* **Exercise details**: Lines of the listing below that contain the string "numbered" are to be returned.
# # #
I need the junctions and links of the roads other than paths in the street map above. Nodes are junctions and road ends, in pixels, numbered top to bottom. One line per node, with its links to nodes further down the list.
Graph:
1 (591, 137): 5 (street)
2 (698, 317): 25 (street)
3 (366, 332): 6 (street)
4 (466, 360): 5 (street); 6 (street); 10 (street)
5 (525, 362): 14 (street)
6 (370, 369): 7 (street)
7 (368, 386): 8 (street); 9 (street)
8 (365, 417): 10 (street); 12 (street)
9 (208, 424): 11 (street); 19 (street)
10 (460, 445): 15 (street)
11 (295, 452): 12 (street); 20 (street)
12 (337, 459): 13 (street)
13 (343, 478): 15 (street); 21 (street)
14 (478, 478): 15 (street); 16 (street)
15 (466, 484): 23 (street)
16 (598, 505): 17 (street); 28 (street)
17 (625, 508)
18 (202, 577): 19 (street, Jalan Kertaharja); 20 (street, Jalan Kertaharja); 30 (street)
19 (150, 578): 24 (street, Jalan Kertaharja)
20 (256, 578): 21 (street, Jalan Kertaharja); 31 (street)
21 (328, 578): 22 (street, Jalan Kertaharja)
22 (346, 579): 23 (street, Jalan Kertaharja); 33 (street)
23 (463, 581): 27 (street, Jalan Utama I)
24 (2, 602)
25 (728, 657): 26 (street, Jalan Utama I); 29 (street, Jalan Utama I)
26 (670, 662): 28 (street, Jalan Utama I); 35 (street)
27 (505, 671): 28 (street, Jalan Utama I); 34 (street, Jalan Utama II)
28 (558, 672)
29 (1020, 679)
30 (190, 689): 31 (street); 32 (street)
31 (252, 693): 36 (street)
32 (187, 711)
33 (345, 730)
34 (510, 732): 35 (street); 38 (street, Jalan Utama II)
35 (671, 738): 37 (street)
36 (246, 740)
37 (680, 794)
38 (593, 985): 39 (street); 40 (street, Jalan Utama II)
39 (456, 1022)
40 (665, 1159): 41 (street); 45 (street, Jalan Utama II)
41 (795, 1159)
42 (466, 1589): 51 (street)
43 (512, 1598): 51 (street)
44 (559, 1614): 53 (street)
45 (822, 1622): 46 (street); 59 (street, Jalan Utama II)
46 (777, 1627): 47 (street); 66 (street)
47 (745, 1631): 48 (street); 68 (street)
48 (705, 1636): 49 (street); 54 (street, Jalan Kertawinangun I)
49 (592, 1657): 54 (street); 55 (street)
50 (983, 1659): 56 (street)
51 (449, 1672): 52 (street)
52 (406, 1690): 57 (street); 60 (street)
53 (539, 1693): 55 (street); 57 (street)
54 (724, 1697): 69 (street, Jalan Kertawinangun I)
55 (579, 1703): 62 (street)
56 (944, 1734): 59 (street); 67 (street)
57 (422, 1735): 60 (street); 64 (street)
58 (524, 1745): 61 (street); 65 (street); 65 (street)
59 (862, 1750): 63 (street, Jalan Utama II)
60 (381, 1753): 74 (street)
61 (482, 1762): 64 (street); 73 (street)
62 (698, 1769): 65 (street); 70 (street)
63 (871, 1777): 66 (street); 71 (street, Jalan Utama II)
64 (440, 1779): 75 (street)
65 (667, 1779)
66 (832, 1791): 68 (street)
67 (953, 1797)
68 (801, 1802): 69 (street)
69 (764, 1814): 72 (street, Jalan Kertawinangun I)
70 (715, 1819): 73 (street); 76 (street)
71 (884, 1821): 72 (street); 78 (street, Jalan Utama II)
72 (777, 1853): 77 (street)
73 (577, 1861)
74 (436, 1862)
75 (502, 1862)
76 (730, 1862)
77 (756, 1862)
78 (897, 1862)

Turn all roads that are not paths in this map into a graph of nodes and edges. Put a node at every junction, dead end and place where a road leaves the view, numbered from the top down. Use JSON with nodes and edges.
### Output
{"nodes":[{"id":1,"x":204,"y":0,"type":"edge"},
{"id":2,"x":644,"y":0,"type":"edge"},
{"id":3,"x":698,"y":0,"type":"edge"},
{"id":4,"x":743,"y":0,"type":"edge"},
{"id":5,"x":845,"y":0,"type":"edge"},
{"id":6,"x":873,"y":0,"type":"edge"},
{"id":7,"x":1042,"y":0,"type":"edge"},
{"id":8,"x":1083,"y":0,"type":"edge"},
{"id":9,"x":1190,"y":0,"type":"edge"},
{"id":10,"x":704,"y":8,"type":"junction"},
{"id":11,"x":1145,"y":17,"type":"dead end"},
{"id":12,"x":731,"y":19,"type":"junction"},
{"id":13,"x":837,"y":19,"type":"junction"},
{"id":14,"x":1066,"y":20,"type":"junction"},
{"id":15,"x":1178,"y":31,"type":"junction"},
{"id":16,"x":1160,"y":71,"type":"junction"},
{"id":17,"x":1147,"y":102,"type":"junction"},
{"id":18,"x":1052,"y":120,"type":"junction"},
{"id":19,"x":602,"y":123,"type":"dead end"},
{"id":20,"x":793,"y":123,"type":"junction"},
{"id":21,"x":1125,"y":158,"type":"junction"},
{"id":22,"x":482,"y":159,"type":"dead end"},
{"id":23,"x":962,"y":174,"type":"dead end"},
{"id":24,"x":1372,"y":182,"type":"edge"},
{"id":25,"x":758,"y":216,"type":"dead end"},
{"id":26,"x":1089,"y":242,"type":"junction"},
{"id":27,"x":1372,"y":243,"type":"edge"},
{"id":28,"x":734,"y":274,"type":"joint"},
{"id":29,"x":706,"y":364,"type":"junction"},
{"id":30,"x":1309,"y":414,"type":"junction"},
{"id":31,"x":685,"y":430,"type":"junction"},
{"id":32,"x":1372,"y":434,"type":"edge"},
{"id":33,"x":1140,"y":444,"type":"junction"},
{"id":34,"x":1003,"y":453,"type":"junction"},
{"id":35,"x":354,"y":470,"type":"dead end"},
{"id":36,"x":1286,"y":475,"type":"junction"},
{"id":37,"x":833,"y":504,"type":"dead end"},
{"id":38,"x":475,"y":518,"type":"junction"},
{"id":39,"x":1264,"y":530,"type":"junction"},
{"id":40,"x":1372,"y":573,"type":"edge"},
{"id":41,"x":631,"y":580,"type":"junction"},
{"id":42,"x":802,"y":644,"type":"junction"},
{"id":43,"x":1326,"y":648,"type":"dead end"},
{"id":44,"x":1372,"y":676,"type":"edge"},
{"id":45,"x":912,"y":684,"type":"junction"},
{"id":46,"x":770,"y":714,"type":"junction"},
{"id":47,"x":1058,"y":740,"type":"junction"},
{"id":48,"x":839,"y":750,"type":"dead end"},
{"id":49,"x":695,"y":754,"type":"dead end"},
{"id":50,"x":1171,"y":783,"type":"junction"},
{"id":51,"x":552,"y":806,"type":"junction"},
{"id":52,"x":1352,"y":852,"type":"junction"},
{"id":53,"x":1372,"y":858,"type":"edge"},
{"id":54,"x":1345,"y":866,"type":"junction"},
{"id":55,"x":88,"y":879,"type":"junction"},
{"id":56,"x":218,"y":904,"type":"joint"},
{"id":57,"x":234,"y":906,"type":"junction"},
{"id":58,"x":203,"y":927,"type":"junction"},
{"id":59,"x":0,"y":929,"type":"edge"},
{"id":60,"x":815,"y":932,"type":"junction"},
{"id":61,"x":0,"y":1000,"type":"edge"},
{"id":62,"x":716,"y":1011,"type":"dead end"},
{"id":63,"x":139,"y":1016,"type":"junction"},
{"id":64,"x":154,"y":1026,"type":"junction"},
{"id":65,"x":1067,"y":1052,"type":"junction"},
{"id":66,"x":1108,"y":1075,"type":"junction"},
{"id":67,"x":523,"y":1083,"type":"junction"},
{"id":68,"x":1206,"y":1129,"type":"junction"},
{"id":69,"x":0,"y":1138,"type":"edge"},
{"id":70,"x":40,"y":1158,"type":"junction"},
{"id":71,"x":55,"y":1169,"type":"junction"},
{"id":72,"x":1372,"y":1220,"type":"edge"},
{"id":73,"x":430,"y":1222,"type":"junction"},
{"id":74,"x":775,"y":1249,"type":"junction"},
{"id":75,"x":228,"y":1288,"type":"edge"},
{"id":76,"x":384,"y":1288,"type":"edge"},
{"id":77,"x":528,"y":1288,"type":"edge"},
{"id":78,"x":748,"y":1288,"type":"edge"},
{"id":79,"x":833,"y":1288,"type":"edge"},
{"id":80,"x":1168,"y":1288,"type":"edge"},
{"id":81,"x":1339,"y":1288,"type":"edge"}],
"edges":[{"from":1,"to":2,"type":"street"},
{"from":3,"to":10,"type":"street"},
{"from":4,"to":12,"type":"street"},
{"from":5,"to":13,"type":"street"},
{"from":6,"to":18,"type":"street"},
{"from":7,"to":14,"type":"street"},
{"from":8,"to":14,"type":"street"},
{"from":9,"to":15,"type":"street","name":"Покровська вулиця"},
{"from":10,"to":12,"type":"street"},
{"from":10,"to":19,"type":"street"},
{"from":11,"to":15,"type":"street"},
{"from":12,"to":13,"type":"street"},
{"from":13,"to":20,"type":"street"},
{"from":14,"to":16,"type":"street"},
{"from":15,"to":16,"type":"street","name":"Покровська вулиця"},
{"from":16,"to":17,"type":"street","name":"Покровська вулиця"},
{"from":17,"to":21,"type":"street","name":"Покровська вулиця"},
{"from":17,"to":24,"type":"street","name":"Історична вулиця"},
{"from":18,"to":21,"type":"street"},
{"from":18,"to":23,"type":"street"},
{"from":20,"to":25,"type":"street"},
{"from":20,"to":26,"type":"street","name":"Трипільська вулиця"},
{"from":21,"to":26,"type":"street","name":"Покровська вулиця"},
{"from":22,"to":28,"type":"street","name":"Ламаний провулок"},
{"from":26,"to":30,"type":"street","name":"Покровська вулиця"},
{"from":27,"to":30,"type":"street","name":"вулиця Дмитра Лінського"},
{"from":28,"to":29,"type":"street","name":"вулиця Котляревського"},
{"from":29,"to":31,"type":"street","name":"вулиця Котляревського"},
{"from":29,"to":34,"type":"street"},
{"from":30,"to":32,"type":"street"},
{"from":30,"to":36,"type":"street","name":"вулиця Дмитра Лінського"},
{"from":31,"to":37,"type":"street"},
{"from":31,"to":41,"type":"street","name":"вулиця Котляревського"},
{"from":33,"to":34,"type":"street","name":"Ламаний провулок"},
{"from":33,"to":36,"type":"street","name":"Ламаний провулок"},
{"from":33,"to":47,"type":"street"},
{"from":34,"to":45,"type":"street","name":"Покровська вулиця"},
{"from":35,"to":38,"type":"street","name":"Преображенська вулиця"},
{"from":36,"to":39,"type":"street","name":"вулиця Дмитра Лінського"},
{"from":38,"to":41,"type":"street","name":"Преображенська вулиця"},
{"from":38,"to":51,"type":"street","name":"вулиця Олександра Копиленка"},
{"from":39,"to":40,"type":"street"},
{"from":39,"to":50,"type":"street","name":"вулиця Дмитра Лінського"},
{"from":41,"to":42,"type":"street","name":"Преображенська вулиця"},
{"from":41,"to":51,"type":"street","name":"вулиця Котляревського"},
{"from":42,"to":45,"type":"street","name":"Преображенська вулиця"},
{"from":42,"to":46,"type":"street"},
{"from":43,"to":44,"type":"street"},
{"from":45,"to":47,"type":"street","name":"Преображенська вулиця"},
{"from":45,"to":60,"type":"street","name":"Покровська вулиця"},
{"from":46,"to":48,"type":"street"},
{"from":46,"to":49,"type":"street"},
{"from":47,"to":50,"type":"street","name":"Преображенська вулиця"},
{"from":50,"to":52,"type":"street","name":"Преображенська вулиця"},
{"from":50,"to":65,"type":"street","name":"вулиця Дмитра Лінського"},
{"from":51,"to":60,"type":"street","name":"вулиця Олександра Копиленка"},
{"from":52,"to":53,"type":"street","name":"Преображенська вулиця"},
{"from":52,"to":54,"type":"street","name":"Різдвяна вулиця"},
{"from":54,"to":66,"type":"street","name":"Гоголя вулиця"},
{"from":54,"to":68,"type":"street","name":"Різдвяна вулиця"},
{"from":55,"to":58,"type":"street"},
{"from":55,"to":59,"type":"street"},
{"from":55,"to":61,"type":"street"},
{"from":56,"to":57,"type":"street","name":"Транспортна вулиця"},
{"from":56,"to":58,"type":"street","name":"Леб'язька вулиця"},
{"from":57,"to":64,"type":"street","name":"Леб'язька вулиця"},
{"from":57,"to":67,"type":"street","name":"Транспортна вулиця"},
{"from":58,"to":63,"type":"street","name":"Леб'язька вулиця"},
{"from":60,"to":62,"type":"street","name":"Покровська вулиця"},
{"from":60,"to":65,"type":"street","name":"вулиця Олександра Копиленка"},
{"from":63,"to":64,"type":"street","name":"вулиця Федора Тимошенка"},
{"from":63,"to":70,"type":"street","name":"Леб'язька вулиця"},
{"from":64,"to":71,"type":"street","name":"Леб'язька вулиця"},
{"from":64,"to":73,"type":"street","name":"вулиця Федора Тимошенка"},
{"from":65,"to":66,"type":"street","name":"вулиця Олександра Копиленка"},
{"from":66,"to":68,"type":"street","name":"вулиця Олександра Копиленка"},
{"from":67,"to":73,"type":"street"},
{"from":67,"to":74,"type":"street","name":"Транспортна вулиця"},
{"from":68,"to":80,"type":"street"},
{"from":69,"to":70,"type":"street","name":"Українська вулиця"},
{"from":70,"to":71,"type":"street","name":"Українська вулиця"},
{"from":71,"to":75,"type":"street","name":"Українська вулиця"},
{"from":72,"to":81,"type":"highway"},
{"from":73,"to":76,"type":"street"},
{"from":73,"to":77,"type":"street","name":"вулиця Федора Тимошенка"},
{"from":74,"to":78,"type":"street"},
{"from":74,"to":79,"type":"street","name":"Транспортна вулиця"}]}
# # #
* **Answer to the problem**:
I need the junctions and links of the roads other than paths in the street map above. Nodes are junctions and road ends, in pixels, numbered top to bottom. One line per node, with its links to nodes further down the list.
Turn all roads that are not paths in this map into a graph of nodes and edges. Put a node at every junction, dead end and place where a road leaves the view, numbered from the top down. Use JSON with nodes and edges.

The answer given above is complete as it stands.